Absence is a house so vast that inside you will pass through its walls and hang pictures on the air. ― Pablo Neruda
Borderline Personality Disorder (BPD) is a contentious diagnosis that has historically attracted stigma and therapeutic nihilism due to beliefs that the diagnosis is not amenable to treatment, despite evidence to the contrary. 1 Controversy remains about the conceptualisation of BPD as either a specific personality disorder or a high level of general impairment on a continuum of personality functioning. 2 When BPD symptoms are examined in factor analytic studies, they are scattered over a range of both personality and other disturbances, and lack specificity. 3 For the purposes of this clinical perspective, we define BPD as a moderate to severe personality disorder with a wide range of associated symptoms and reduced social, psychological, and occupational functioning. 4
The complexity of BPD requires skill in planning effective multidisciplinary care. 5 Psychotherapy is the mainstay of treatment for BPD, and, when used appropriately, patients with a diagnosis of BPD may improve more substantively and rapidly than historically expected, and maintain improvements for longer than other psychiatric disorders. 6 However, care for patients with a diagnosis of BPD may be inconsistent and potentially harmful, through the negative influence of individual, cultural, and healthcare systemic issues.5,7 Marcus Evans wrote about ‘Problems in the Management of Borderline Patients’ in the late 20th century, highlighting the ways in which inaccurate negative beliefs about people with a diagnosis of BPD precipitate and perpetuate interpersonal conflict between patients and clinical staff. 8 Since this time, people with severe personality disorders have continued to experience discrimination in healthcare settings, and negative attitudes persist to degrade care. 9 Paradoxically, a lack of training and lack of confidence may arise from collective team negative countertransference and clinicians’ avoidance of care for those with personality disorders. 5 Additionally, unwarranted fear of litigation for adverse outcomes may contribute to high-intensity, unstructured treatments, which can cause complications for patients. 7
Whilst there is considerable research into the psychopathology, diagnosis, and psychotherapy of BPD, relatively little attention has been given to multidisciplinary team treatment challenges. Building on research around the complications associated with psychotherapy for BPD, we aim to provide a clinical update regarding potential challenges and complications of BPD management more broadly, within healthcare systems and outside of psychotherapy.

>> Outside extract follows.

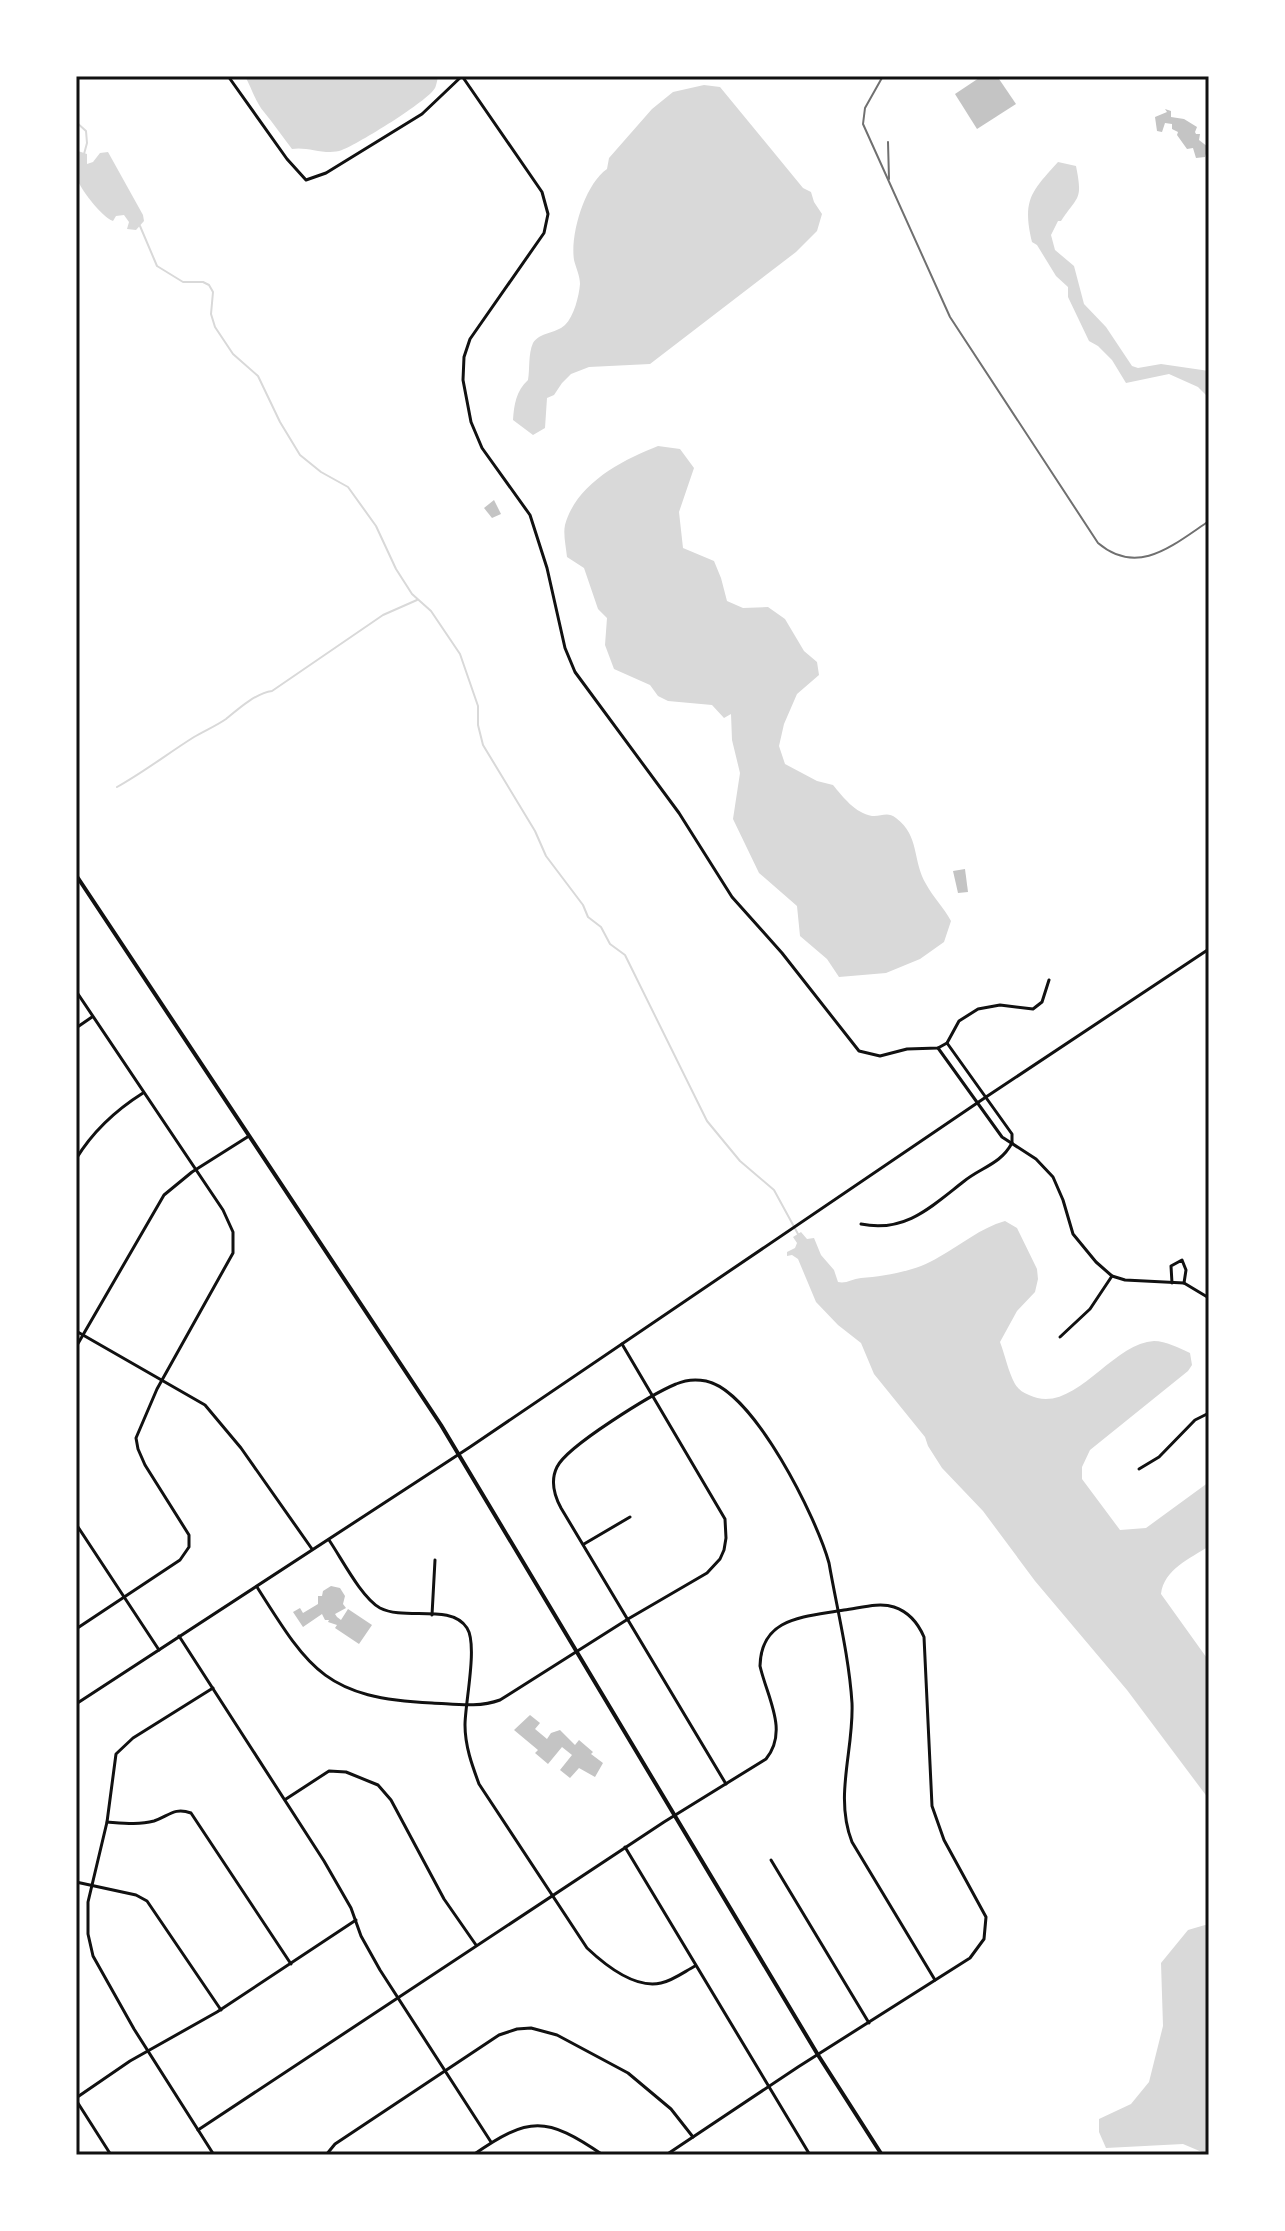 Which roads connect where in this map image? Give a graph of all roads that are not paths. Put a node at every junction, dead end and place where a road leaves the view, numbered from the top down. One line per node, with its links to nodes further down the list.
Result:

Challenges and complications of BPD management
Team splitting
‘Splitting’, a psychological phenomenon common in BPD, refers to experiencing shifts of emotional perception of others and the self, resulting in fluctuations between idealisation and devaluation. 10 Failure to recognise and manage splitting is a significant problem in healthcare services. Patients may idealise one part of a multidisciplinary treating team while devaluing another or may shift through idealisation to devaluation of any clinician. Splitting can contribute to fractures in therapeutic alliances, both between a patient and their primary clinicians and amongst teams. Splitting within the treatment team may perpetuate a disorganised attachment style for patients. If not adequately recognised, splitting may inadvertently evoke rivalries between staff and frustration with patients; subsequent disharmony may be distressing for both patients and staff. 8 Failure to recognise the impact of splitting on team dynamics can also result in disjointed care for patients, leading to perceived rejection and, at its worst, regression. If splitting is anticipated, and open communication occurs within treating teams, the impacts of splitting may be greatly reduced through team members becoming aware of the effects of idealisation and devaluation on them. Team members should be united and work to create an atmosphere that is conducive to allowing the patient to simultaneously experience positive and negative aspects of important relationships, including relationships with staff, to help reduce the salience of splitting. 8
Negative emotional and behavioural contagion
Social contagion theory states that behaviour may be learned by observing others and modelling behaviour. 11 Contagion is a risk in groups where self-harming behaviours may be present. 12 In addition, the spread of ideas, behaviours, and affect may result in the contagion of mood states, such as depression. 13 People with a diagnosis of BPD report higher levels of emotional contagion, compared with healthy controls. 14 It is therefore important that special consideration be given to how topics such as self-harm are discussed in healthcare settings. Dialectical Behaviour Therapy (DBT) usefully recommends participants to not discuss problem behaviours (including self-harm and suicidal behaviours) in groups. 15 It is important to note however that DBT and other therapeutic modalities do maintain a specific focus on discussing these behaviours in the individual therapy context so that they are addressed and patients do not feel limited in what they discuss. In this way, there is a focus on helping patients understand and change these behaviours in a manner that is both validating and safe for the others and systems that surround them.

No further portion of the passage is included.